Guerra Fiscal do ICMS e a Proposta de Súmula Vinculante 69

Misabel Derzi - Eu é que agradeço o convite para estar aqui, no Instituto IDE-PE-Geraldo Ataliba, do qual tenho a honra de participar. Quero saudar a todos os que aqui se encontram, a doutora Maria Rita Lunardelli, o querido professor, jurista e colega Roque Carrazza, sempre brilhante nas suas intervenções. O tema que me coube foi exatamente a questão da "Guerra Fiscal e a Proposta de Súmula Vinculante 69" do STF. Bem, a questão toda de fundo versa sobre federalismo e, agora, crise do federalismo brasileiro. Desejaria realçar àqueles que estão presentes um aspecto da questão federativa que muitas vezes fica na sombra, mas que tem relação direta com a questão da guerra fiscal.

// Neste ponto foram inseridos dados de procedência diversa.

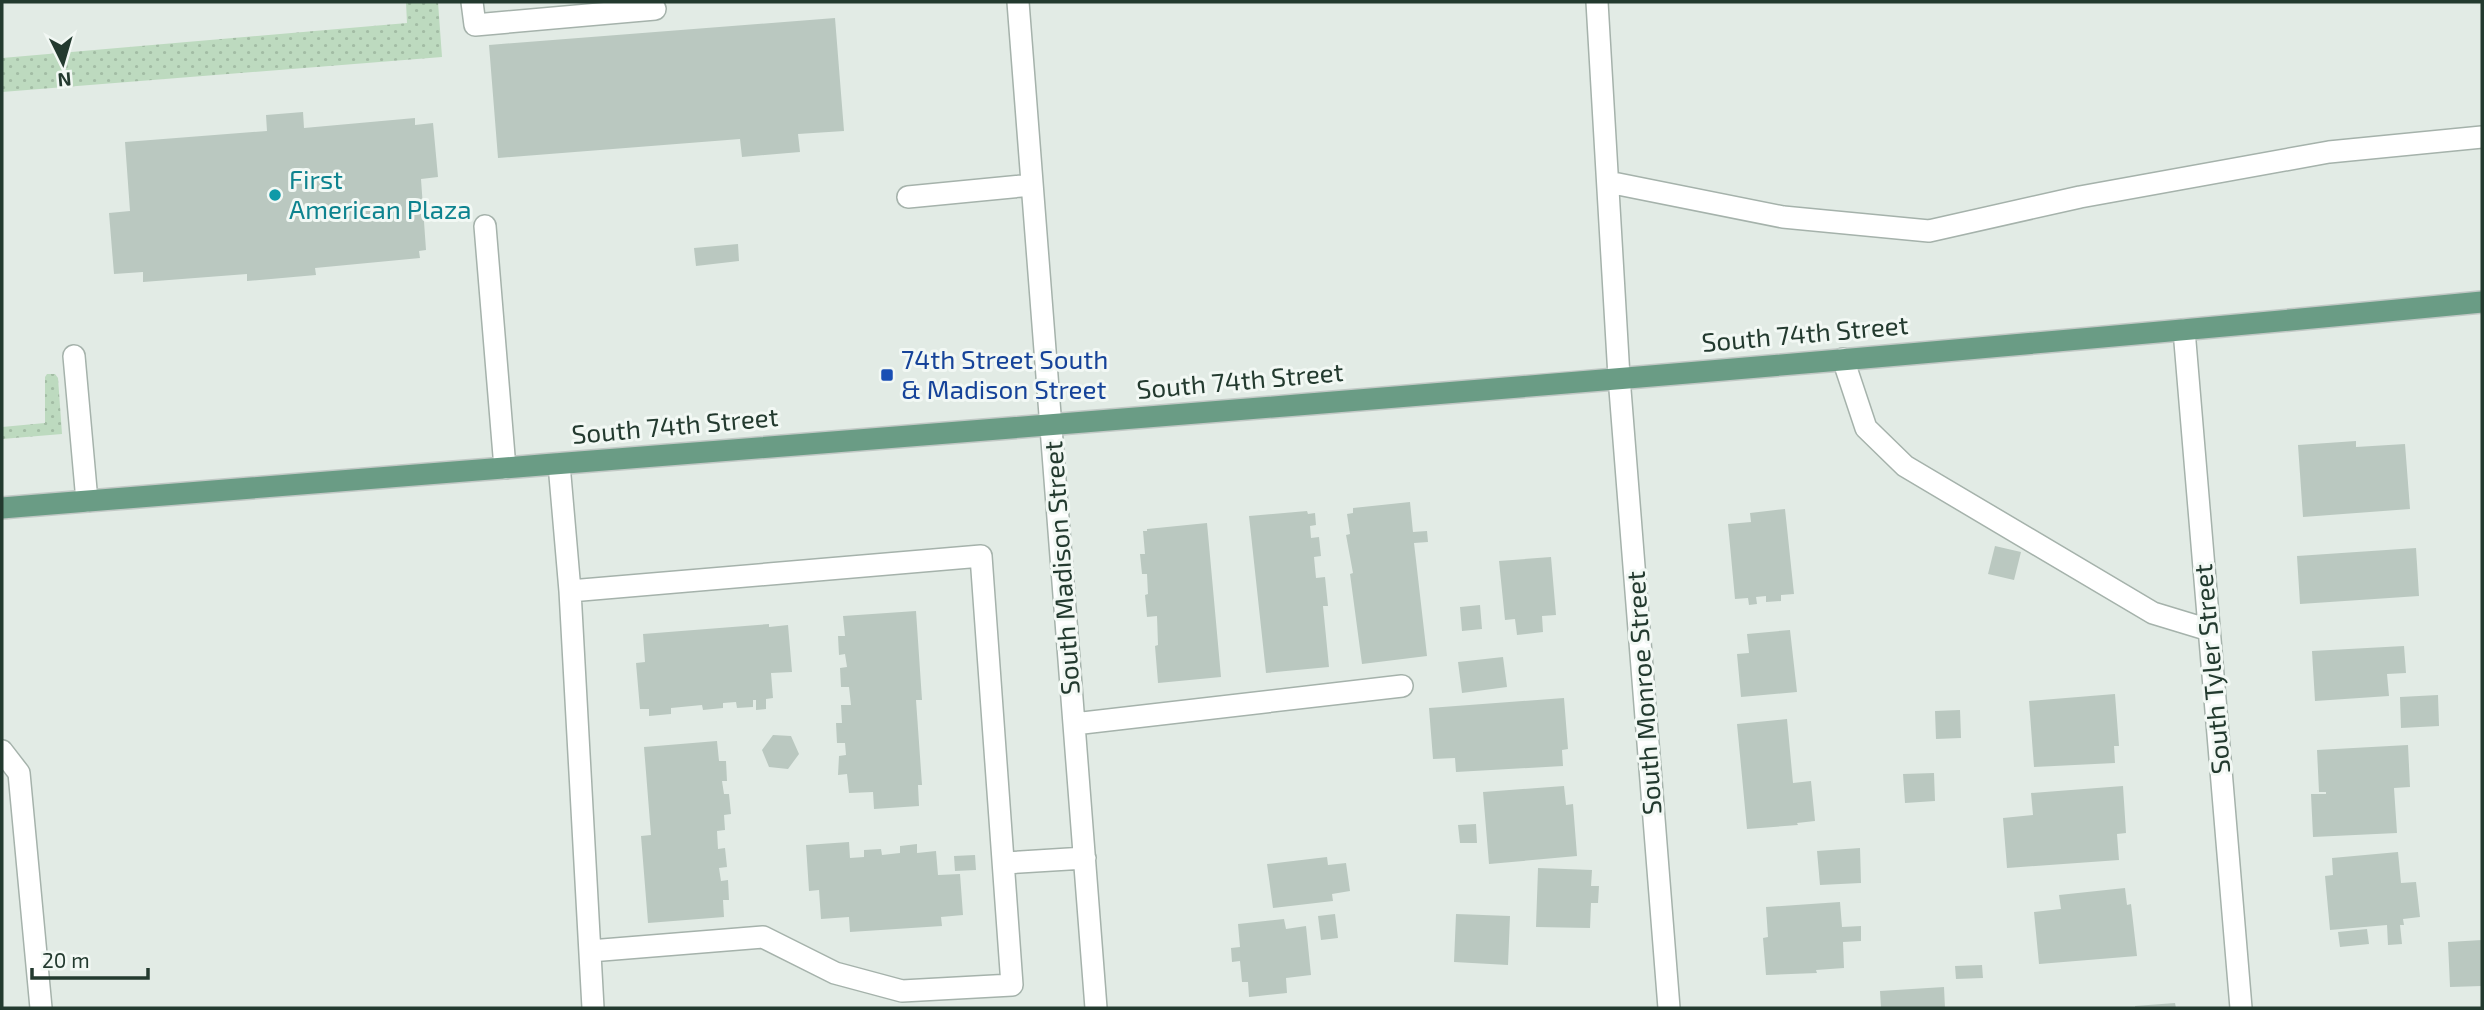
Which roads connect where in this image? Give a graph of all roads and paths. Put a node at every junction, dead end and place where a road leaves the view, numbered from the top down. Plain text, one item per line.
1 (472, 2) edge
2 (1018, 2) edge
3 (1597, 2) edge
4 (655, 9) dead end
5 (2482, 137) edge
6 (1608, 182) junction
7 (1032, 185) junction
8 (908, 197) dead end
9 (485, 226) dead end
10 (2482, 302) edge
11 (2184, 331) junction
12 (74, 356) dead end
13 (1843, 359) junction
14 (1619, 377) junction
15 (1052, 424) junction
16 (559, 464) junction
17 (505, 468) junction
18 (87, 501) junction
19 (2, 508) edge
20 (570, 591) junction
21 (2209, 630) junction
22 (1402, 685) dead end
23 (1074, 724) junction
24 (2, 751) edge
25 (1085, 858) junction
26 (1005, 863) junction
27 (590, 951) junction
28 (41, 1008) edge
29 (593, 1008) edge
30 (1096, 1008) edge
31 (1669, 1008) edge
32 (2241, 1008) edge

1 - 4 street
2 - 7 street, South Madison Street
3 - 6 street, South Monroe Street
5 - 6 street
6 - 14 street, South Monroe Street
7 - 8 street
7 - 15 street, South Madison Street
9 - 17 street
10 - 11 main road, South 74th Street
11 - 13 main road, South 74th Street
11 - 21 street, South Tyler Street
12 - 18 street
13 - 14 main road, South 74th Street
13 - 21 street
14 - 15 main road, South 74th Street
14 - 31 street, South Monroe Street
15 - 16 main road, South 74th Street
15 - 23 street, South Madison Street
16 - 17 main road, South 74th Street
16 - 20 street
17 - 18 main road, South 74th Street
18 - 19 main road, South 74th Street
20 - 26 street
20 - 27 street
21 - 32 street, South Tyler Street
22 - 23 street
23 - 25 street, South Madison Street
24 - 28 street
25 - 26 street
25 - 30 street, South Madison Street
26 - 27 street
27 - 29 street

O federalismo, sobre ele já se falou tanto e já se deram várias conceituações e definições. Resumidamente, nós podemos dizer, plagiando autores alemães, que o federalismo é um Estado composto de outros Estados, entre aspas. Falamos de autonomias que se integram para compor um único Estado. Mas é um conceito em contínua transformação histórica. E temos que fazer um esforço enorme para compreender os fenômenos da nossa ordem política e social, na atualidade. Não vou me alongar sobre esses aspectos conceituais do federalismo, porque nosso tempo é curto para falar sobre a proposta de súmula vinculante e as soluções relativas à guerra fiscal.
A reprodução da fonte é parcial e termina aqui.